Generalized Dominance Relations

Description

generalized dominance relations that can be computed on one and two mode networks.

Usage

positional_dominance(A, type = "one-mode", map = FALSE, benefit = TRUE)

Arguments

Details

Positional dominance is a generalization of neighborhood-inclusion for arbitrary network data. In the default case, it checks for all pairs u,v if A_{ut} \ge A_{vt} holds for all t if benefit = TRUE or A_{ut} \le A_{vt} holds for all t if benefit = FALSE. This form of dominance is referred to as dominance under total heterogeneity. If map=TRUE, the rows of A are sorted decreasingly (benefit = TRUE) or increasingly (benefit = FALSE) and then the dominance condition is checked. This second form of dominance is referred to as dominance under total homogeneity, while the first is called dominance under total heterogeneity.

Value

Dominance relations as matrix object. An entry ⁠[u,v]⁠ is 1 if u is dominated by v.

Author(s)

David Schoch

References

Brandes, U., 2016. Network positions. Methodological Innovations 9, 2059799116630650.

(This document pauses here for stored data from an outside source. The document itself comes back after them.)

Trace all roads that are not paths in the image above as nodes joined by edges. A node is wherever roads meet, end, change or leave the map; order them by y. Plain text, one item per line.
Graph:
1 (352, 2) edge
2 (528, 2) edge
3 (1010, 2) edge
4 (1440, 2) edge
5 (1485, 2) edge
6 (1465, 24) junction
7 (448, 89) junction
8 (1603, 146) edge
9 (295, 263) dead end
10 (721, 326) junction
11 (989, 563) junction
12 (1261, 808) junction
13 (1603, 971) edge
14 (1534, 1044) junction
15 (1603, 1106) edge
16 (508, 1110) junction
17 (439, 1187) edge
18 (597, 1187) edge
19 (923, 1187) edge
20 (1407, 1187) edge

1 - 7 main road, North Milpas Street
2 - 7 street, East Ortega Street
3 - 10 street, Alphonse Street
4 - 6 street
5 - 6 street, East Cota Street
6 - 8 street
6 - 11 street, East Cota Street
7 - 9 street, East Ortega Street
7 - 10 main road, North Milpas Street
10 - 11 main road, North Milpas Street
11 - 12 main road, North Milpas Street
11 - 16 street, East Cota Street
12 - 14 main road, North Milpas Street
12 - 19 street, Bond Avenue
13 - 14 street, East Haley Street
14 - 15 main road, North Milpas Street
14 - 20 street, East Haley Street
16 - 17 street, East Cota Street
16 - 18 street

Schoch, D. and Brandes, U., 2016. Re-conceptualizing centrality in social networks. European Journal of Applied Mathematics 27(6), 971-985.

See Also

neighborhood_inclusion, indirect_relations, exact_rank_prob

Examples

library(igraph)

data("dbces11")

P <- neighborhood_inclusion(dbces11)
comparable_pairs(P)

# positional dominance under total heterogeneity
dist <- indirect_relations(dbces11, type = "dist_sp")
D <- positional_dominance(dist, map = FALSE, benefit = FALSE)
comparable_pairs(D)

# positional dominance under total homogeneity
D_map <- positional_dominance(dist, map = TRUE, benefit = FALSE)
comparable_pairs(D_map)